## [Task description]
Sort through the data and copy the lines holding the word "Meredith".

Top of Given records

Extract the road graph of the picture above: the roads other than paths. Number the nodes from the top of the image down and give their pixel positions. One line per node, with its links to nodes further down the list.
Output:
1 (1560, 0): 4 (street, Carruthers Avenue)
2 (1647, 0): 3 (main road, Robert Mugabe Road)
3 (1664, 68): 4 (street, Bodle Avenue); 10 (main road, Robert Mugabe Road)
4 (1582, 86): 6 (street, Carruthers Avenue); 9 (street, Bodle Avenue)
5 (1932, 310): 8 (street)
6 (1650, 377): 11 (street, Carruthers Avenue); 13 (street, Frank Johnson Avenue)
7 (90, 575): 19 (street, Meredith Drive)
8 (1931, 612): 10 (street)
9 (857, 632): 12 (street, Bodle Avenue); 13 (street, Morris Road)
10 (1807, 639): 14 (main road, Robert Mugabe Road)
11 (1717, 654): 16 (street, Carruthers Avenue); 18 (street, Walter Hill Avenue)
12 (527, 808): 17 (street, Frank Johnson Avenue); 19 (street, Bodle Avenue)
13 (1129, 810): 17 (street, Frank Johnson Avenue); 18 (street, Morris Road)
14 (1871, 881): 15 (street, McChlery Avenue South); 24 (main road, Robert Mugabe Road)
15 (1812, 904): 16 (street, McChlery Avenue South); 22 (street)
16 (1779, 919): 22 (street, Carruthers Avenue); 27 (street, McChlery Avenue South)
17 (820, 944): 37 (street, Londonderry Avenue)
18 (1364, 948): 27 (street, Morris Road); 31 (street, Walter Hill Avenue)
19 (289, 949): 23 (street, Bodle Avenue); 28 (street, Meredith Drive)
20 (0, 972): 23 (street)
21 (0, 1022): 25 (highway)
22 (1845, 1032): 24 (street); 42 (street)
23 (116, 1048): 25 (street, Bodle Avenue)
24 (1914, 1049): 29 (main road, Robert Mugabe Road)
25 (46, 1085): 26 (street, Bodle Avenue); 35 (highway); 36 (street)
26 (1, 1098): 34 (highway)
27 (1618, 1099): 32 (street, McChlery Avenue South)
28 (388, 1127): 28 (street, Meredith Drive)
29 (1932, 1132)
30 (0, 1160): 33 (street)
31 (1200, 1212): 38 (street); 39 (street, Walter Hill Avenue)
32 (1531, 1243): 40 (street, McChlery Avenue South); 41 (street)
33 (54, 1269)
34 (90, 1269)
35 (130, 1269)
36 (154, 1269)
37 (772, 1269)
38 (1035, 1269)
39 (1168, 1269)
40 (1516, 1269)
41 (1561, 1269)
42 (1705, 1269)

Bottom of Given records

## [Solved problem]
7 (90, 575): 19 (street, Meredith Drive)
19 (289, 949): 23 (street, Bodle Avenue); 28 (street, Meredith Drive)
28 (388, 1127): 28 (street, Meredith Drive)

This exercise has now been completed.